Segment Start: The records

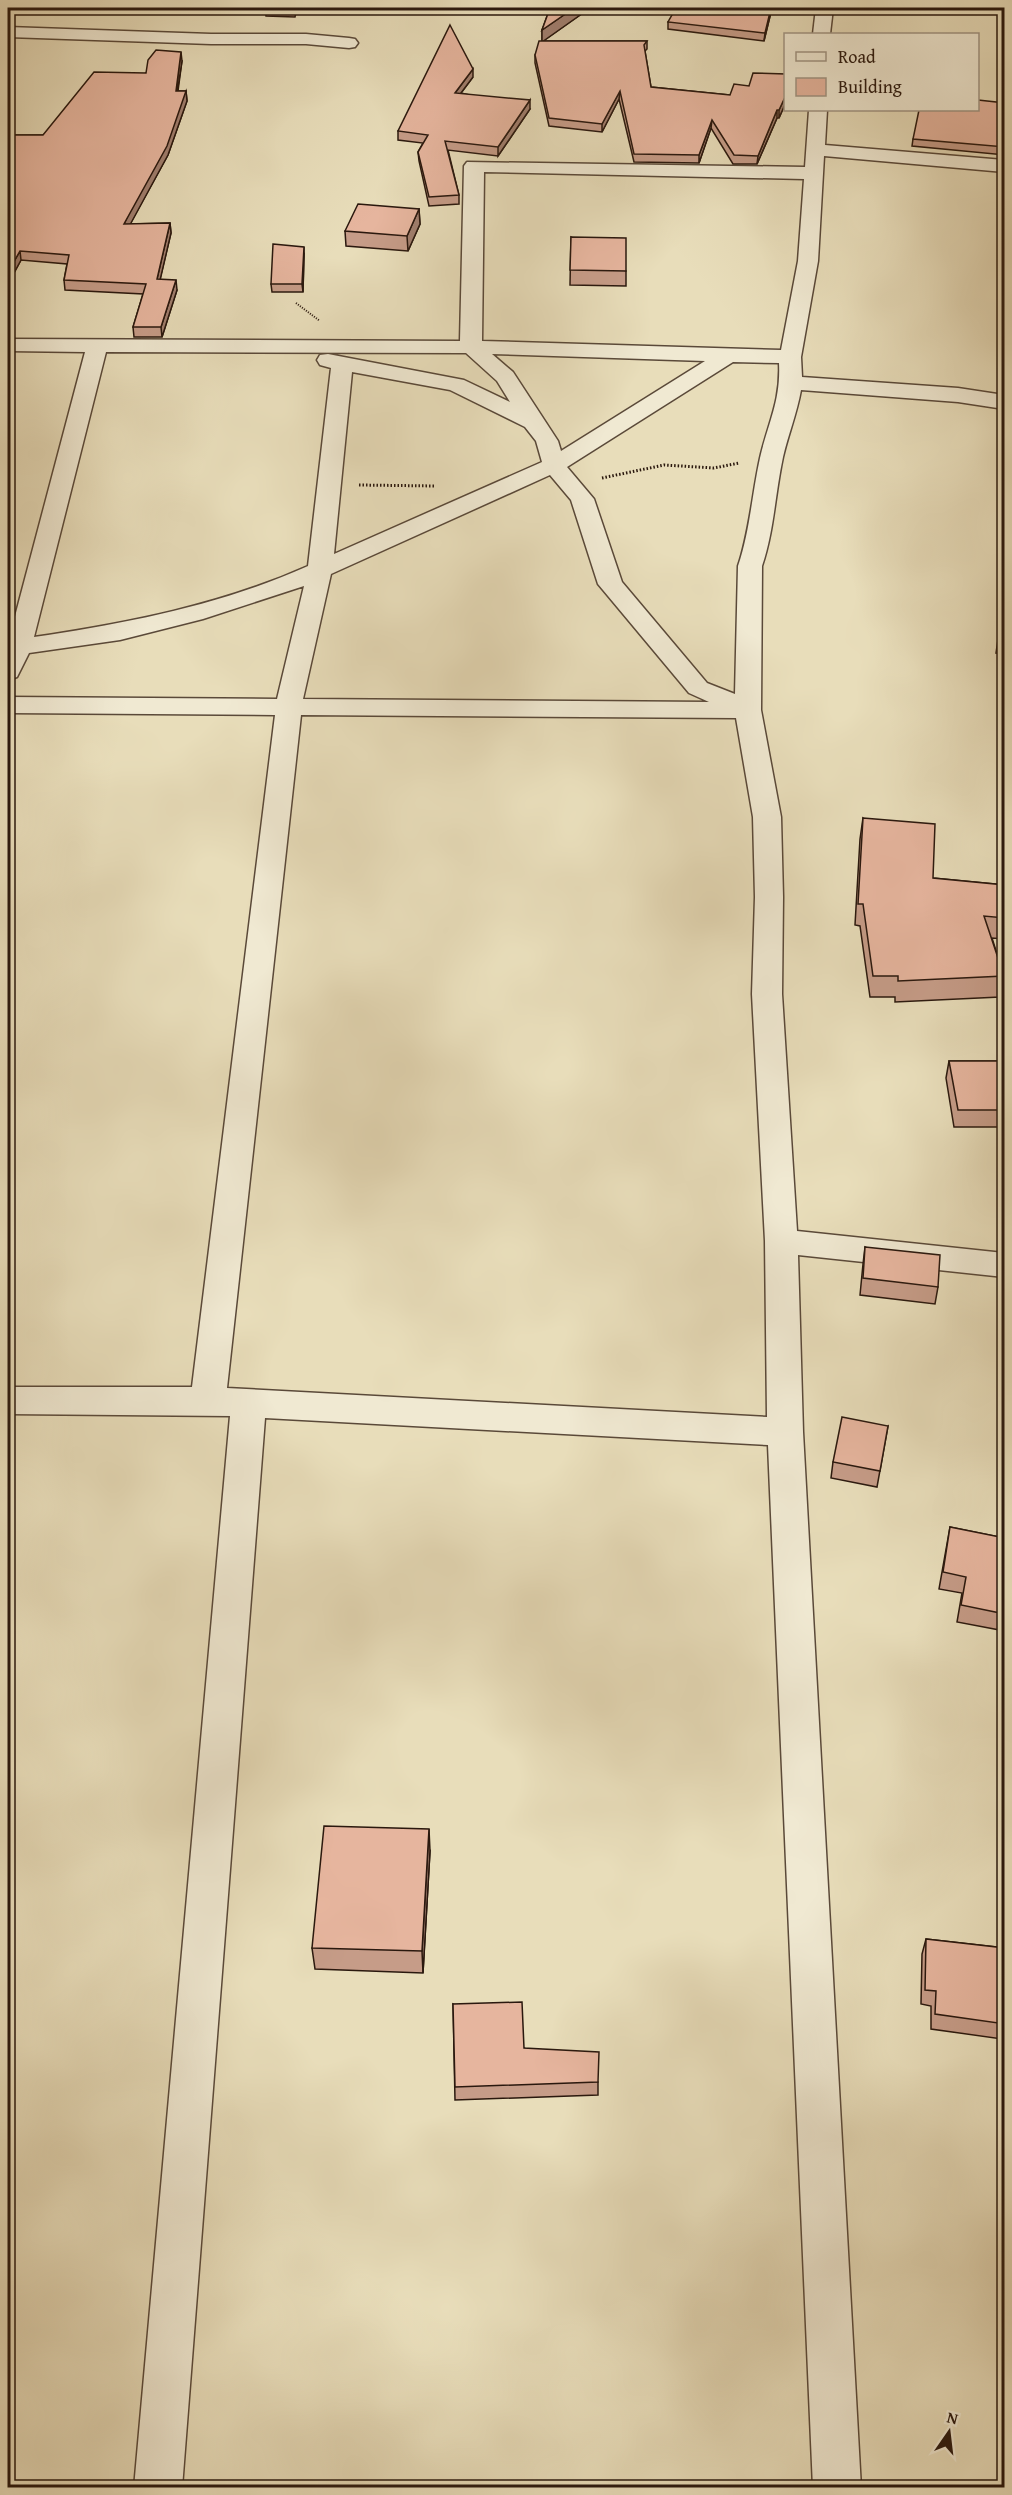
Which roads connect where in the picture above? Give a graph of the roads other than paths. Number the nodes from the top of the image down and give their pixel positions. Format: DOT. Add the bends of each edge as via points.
graph roads {
  1 [pos="824,8"];
  2 [pos="8,32"];
  3 [pos="822,33"];
  4 [pos="349,43"];
  5 [pos="818,111"];
  6 [pos="815,161"];
  7 [pos="1005,166"];
  8 [pos="8,345"];
  9 [pos="97,346"];
  10 [pos="293,347"];
  11 [pos="471,347"];
  12 [pos="729,355"];
  13 [pos="342,364"];
  14 [pos="791,370"];
  15 [pos="1005,402"];
  16 [pos="533,422"];
  17 [pos="554,465"];
  18 [pos="320,570"];
  19 [pos="19,647"];
  20 [pos="8,672"];
  21 [pos="8,705"];
  22 [pos="289,705"];
  23 [pos="748,710"];
  24 [pos="781,1241"];
  25 [pos="1005,1265"];
  26 [pos="8,1400"];
  27 [pos="228,1403"];
  28 [pos="785,1432"];
  29 [pos="158,2487"];
  30 [pos="837,2487"];
  1 -- 3 [label="street"];
  2 -- 4 [label="street"];
  5 -- 6 [label="street"];
  6 -- 7 [label="street"];
  6 -- 11 [label="street" via="474,165"];
  6 -- 14 [label="street" via="808,261"];
  8 -- 9 [label="street"];
  9 -- 10 [label="street"];
  9 -- 19 [label="street"];
  10 -- 11 [label="street"];
  10 -- 13 [label="street"];
  11 -- 12 [label="street"];
  11 -- 16 [label="street" via="505,377"];
  12 -- 14 [label="street"];
  12 -- 17 [label="street"];
  13 -- 16 [label="street" via="456,385"];
  13 -- 18 [label="street"];
  14 -- 15 [label="street"];
  14 -- 23 [label="street" via="786,412 772,456 750,566"];
  16 -- 17 [label="street" via="547,441"];
  17 -- 18 [label="street"];
  17 -- 23 [label="street" via="582,499 610,584 698,688"];
  18 -- 19 [label="street" via="203,612 120,632"];
  18 -- 22 [label="street"];
  19 -- 20 [label="street"];
  21 -- 22 [label="street"];
  22 -- 23 [label="street"];
  22 -- 27 [label="street"];
  23 -- 24 [label="street" via="767,817 767,994"];
  24 -- 25 [label="street"];
  24 -- 28 [label="street"];
  26 -- 27 [label="street"];
  27 -- 28 [label="street"];
  27 -- 29 [label="street"];
  28 -- 30 [label="street"];
}
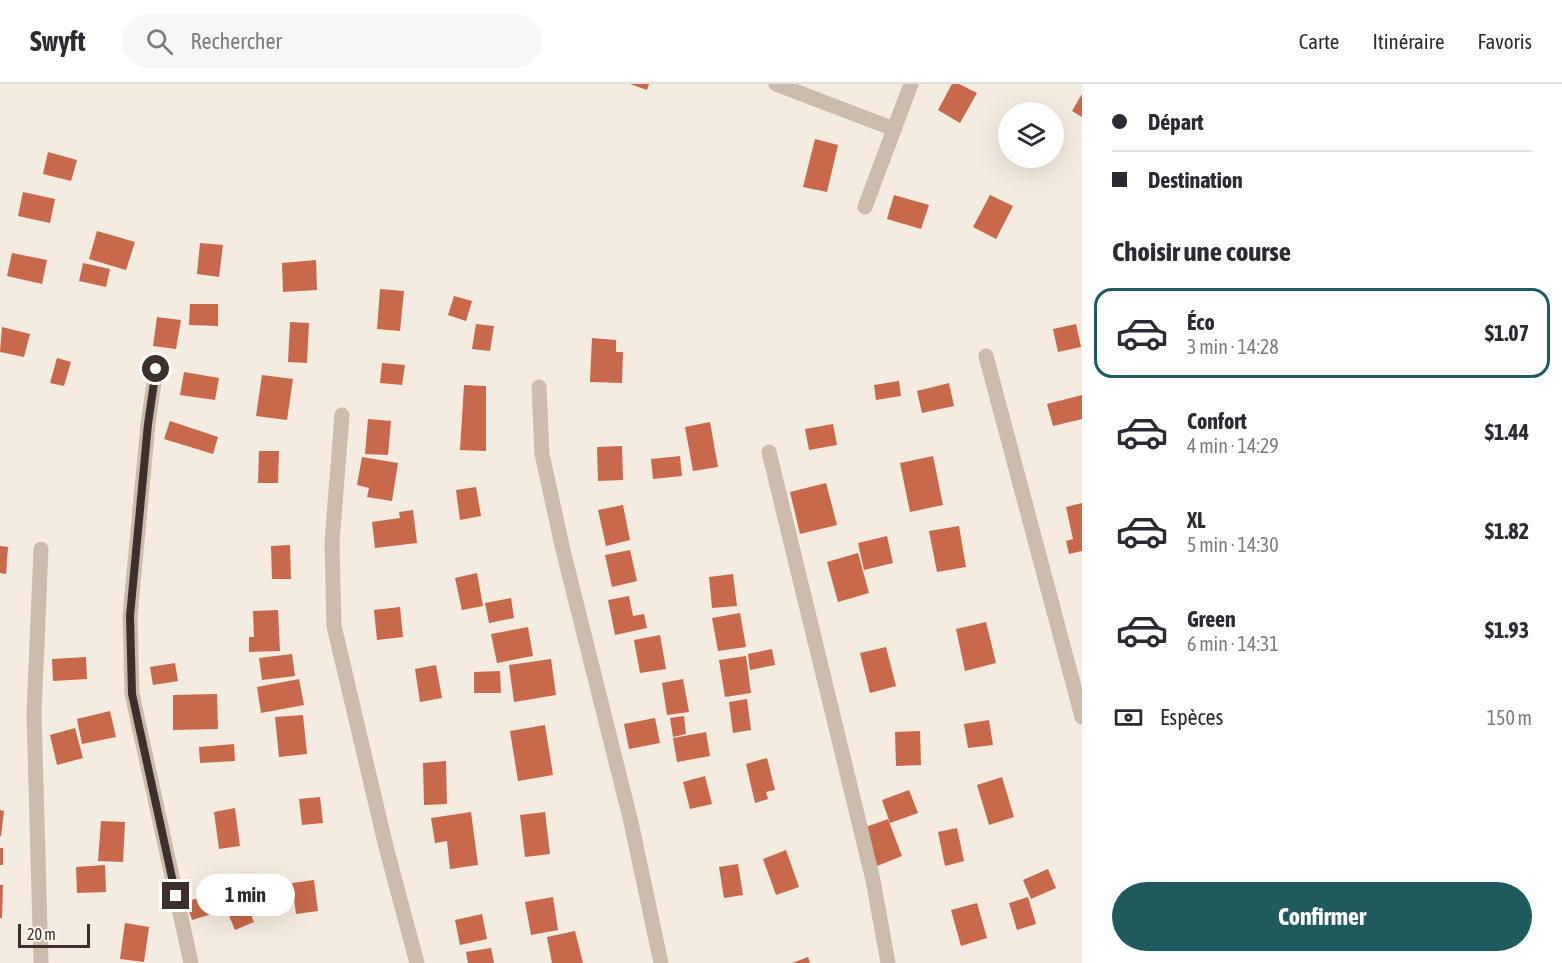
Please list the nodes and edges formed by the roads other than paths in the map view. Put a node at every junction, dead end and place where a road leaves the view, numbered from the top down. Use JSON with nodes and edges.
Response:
{"nodes":[{"id":1,"x":776,"y":84,"type":"edge"},
{"id":2,"x":911,"y":84,"type":"edge"},
{"id":3,"x":894,"y":129,"type":"junction"},
{"id":4,"x":865,"y":207,"type":"dead end"},
{"id":5,"x":986,"y":356,"type":"dead end"},
{"id":6,"x":156,"y":369,"type":"dead end"},
{"id":7,"x":539,"y":387,"type":"dead end"},
{"id":8,"x":342,"y":415,"type":"dead end"},
{"id":9,"x":769,"y":452,"type":"dead end"},
{"id":10,"x":41,"y":549,"type":"dead end"},
{"id":11,"x":1082,"y":717,"type":"edge"},
{"id":12,"x":41,"y":963,"type":"edge"},
{"id":13,"x":191,"y":963,"type":"edge"},
{"id":14,"x":417,"y":963,"type":"edge"},
{"id":15,"x":661,"y":963,"type":"edge"},
{"id":16,"x":888,"y":963,"type":"edge"}],
"edges":[{"from":1,"to":3,"type":"street"},
{"from":2,"to":3,"type":"street"},
{"from":3,"to":4,"type":"street"},
{"from":5,"to":11,"type":"street"},
{"from":6,"to":13,"type":"street"},
{"from":7,"to":15,"type":"street"},
{"from":8,"to":14,"type":"street"},
{"from":9,"to":16,"type":"street"},
{"from":10,"to":12,"type":"street"}]}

Segment End: The records

What needs to be done
Within the records above, work out on how many lines the string "graph" appears, and give only that number.

Expected answer
2